The response should hold each line from the entries below where "Woodlawn" is found.

=== Supplied records ===

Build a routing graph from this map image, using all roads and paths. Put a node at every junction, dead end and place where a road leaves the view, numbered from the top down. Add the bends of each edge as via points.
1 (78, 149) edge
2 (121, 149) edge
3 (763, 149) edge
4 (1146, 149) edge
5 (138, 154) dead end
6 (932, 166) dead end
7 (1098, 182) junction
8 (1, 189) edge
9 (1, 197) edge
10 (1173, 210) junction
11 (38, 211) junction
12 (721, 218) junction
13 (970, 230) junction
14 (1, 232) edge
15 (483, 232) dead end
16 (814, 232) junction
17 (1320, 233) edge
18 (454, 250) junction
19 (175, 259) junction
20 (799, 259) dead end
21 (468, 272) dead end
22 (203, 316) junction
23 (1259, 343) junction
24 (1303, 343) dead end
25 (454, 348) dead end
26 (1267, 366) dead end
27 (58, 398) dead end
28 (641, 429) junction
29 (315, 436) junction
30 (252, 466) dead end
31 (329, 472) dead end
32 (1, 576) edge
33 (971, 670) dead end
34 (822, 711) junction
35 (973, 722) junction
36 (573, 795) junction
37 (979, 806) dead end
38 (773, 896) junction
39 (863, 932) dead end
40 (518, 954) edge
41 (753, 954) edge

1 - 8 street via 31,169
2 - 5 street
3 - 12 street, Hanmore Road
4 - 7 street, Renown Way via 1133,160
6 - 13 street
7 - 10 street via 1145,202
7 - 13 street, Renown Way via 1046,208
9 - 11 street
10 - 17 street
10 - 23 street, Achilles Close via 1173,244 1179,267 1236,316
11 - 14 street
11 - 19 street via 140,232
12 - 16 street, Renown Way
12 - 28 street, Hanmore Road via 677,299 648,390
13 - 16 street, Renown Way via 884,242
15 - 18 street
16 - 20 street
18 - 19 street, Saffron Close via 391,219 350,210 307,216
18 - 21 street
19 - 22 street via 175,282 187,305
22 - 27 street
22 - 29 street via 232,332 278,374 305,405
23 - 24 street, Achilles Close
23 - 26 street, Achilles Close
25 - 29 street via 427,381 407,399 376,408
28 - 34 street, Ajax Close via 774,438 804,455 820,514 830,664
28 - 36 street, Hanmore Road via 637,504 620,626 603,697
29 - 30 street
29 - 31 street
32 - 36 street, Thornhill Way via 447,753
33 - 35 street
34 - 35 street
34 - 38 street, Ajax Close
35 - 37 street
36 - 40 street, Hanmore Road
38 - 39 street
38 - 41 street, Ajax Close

===
=== Supplied records ===

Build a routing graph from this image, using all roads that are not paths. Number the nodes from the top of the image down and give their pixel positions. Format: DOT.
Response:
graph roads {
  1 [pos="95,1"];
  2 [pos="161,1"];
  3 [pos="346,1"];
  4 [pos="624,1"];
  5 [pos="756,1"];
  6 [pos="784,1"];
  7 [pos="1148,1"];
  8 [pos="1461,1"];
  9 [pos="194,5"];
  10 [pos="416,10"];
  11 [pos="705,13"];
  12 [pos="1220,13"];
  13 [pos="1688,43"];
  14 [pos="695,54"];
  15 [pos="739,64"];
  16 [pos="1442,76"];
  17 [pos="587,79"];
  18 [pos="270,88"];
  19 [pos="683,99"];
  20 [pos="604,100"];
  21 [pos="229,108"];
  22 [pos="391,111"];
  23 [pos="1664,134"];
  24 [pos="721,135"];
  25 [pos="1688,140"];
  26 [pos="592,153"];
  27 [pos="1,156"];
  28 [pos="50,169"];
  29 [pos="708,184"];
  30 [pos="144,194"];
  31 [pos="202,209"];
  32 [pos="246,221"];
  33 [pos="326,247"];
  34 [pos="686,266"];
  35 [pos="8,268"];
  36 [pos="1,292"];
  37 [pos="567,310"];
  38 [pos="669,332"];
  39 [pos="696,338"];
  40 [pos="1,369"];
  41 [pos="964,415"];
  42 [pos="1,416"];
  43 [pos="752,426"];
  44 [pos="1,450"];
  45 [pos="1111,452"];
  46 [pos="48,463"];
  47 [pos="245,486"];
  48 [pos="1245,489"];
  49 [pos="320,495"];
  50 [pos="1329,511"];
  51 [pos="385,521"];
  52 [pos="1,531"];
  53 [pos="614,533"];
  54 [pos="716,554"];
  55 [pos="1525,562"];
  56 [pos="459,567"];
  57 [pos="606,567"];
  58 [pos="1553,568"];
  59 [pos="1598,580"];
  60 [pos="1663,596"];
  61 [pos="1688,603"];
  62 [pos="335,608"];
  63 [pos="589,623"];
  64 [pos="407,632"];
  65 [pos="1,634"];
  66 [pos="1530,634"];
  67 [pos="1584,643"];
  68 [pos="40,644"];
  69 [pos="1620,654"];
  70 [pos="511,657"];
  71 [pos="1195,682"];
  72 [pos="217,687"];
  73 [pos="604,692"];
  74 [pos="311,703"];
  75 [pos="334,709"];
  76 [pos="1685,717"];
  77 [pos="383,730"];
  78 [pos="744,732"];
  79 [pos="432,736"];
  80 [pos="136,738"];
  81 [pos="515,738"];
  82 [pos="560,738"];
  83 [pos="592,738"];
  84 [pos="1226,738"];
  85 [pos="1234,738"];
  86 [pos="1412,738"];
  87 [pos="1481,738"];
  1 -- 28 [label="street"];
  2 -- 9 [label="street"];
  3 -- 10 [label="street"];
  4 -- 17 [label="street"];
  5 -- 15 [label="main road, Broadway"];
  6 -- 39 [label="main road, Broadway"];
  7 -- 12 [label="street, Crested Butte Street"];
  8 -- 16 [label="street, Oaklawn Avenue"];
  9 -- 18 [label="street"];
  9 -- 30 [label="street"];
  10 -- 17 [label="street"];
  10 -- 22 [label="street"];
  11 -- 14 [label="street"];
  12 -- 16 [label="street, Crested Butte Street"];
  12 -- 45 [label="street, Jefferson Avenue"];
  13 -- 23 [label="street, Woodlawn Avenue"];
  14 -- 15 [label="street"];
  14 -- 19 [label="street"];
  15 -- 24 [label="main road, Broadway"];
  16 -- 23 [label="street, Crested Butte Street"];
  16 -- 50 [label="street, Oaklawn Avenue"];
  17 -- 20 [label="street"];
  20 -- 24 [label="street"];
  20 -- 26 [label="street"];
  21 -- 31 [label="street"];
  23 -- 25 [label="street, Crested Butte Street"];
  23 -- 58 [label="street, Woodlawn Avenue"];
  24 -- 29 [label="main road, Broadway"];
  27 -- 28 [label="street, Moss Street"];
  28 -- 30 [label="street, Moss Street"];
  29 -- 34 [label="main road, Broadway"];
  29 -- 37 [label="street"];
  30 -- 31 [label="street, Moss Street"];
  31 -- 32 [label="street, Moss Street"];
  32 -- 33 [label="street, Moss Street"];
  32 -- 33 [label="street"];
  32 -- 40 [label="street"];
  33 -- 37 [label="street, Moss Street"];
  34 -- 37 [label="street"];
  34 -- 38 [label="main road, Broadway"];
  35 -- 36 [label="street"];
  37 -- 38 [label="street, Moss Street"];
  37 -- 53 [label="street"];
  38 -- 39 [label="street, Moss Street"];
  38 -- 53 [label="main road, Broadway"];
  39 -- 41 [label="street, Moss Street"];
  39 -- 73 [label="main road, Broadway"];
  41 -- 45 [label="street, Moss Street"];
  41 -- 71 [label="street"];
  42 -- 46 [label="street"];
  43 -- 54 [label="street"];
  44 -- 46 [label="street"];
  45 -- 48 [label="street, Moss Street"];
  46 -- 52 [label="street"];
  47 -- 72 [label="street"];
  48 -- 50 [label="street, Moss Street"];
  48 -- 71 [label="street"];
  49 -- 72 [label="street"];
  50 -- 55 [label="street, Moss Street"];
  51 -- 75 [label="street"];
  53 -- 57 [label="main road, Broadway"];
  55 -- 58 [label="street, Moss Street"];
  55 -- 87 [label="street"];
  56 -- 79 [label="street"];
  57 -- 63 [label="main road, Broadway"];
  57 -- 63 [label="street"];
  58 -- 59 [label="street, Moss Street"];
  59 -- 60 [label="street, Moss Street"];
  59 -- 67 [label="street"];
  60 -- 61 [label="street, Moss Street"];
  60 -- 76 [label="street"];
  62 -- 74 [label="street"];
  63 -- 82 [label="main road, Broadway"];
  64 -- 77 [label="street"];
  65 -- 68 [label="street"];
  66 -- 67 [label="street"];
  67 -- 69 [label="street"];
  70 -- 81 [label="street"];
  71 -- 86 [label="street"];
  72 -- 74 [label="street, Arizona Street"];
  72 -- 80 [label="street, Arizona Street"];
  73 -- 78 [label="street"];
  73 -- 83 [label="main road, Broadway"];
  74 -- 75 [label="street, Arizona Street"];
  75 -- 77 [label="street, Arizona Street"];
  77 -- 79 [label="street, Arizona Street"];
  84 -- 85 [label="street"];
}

===

=== Response area ===
  13 -- 23 [label="street, Woodlawn Avenue"];
  23 -- 58 [label="street, Woodlawn Avenue"];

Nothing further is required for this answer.